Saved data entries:
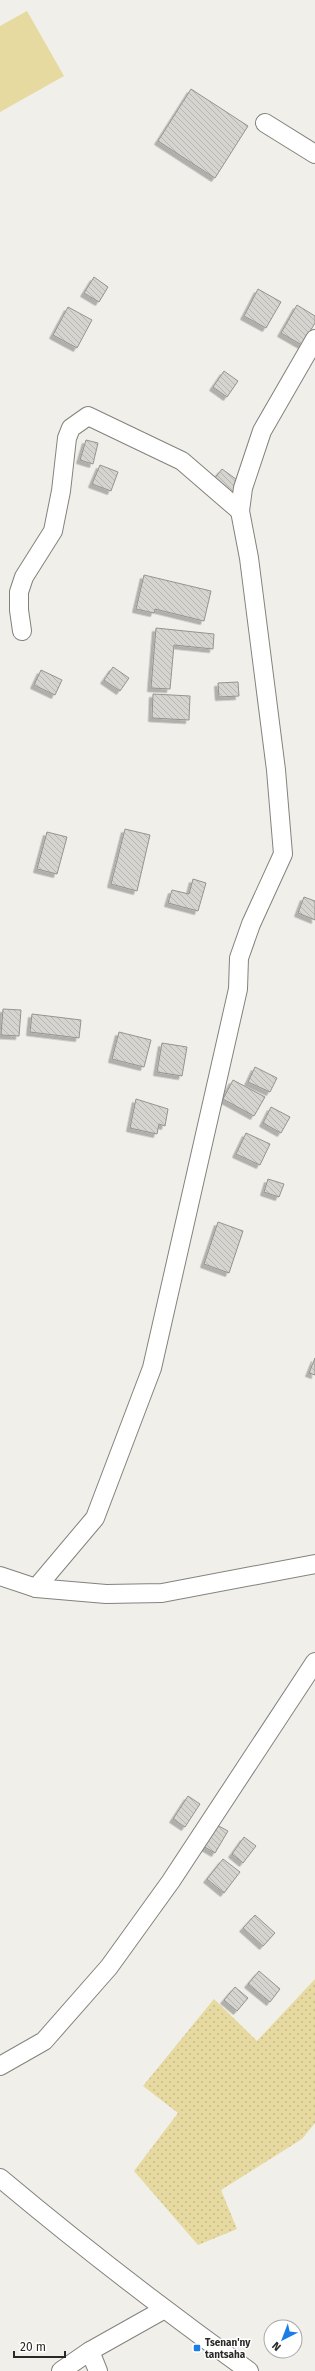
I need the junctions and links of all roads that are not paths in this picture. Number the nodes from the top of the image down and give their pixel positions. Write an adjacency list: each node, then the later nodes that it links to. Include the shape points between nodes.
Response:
1 (264, 123): 2 (street)
2 (315, 154)
3 (315, 339): 4 (street, via 262,431 244,488)
4 (240, 511): 5 (street, via 182,461 88,416 71,428 67,438 53,531 24,577 19,592 18,610); 8 (street, via 250,558 271,731 282,854 239,958 234,1004 152,1368 95,1518)
5 (22, 631)
6 (315, 1564): 8 (street, via 162,1592 106,1594)
7 (0, 1576): 8 (street)
8 (36, 1588)
9 (315, 1662): 10 (street, via 171,1881 109,1967 44,2041)
10 (0, 2066)
11 (0, 2178): 12 (street)
12 (163, 2310): 13 (street); 16 (street)
13 (90, 2351): 14 (street); 15 (street)
14 (61, 2371)
15 (98, 2371)
16 (249, 2371)

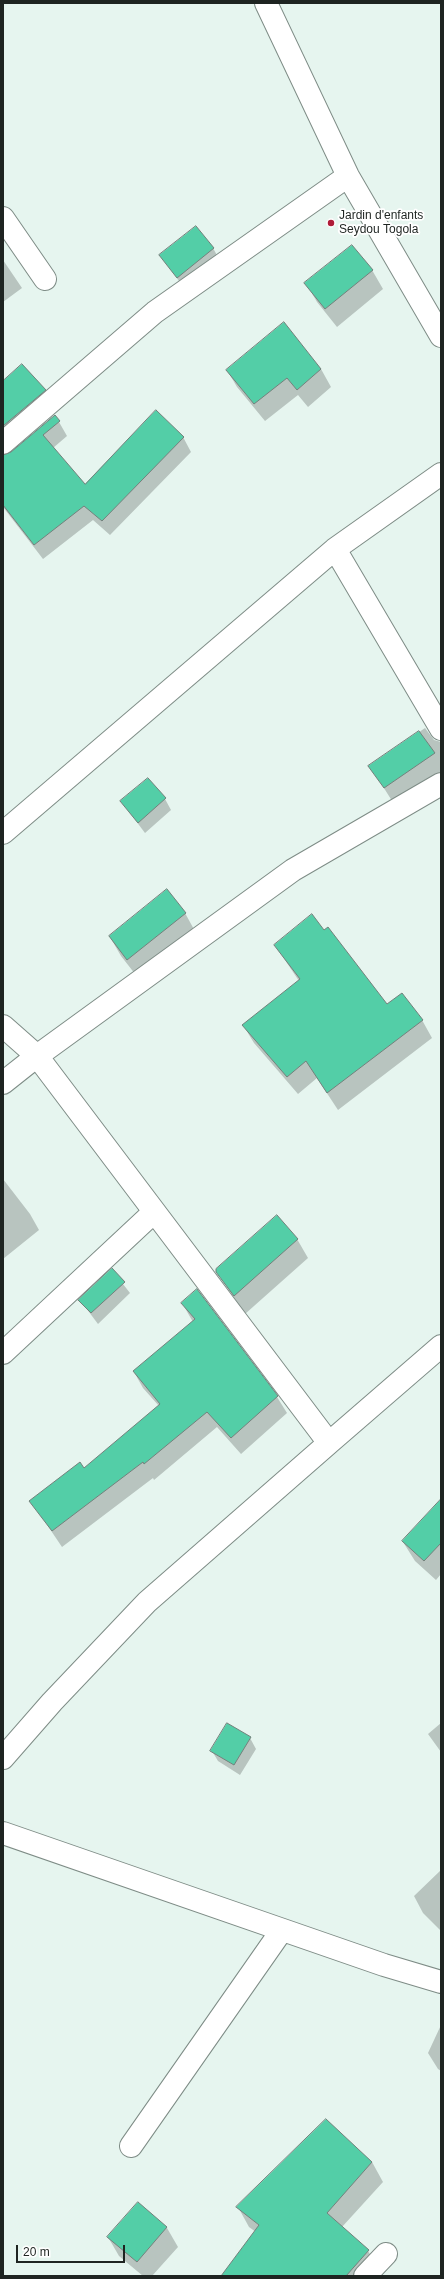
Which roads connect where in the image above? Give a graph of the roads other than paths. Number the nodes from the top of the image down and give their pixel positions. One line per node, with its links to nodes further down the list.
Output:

YOUR INSTRUCTIONS | Go line by line through the entries above and tally those that hold the word "from"; give the tally alone.

REPLY TO THE TASK | 2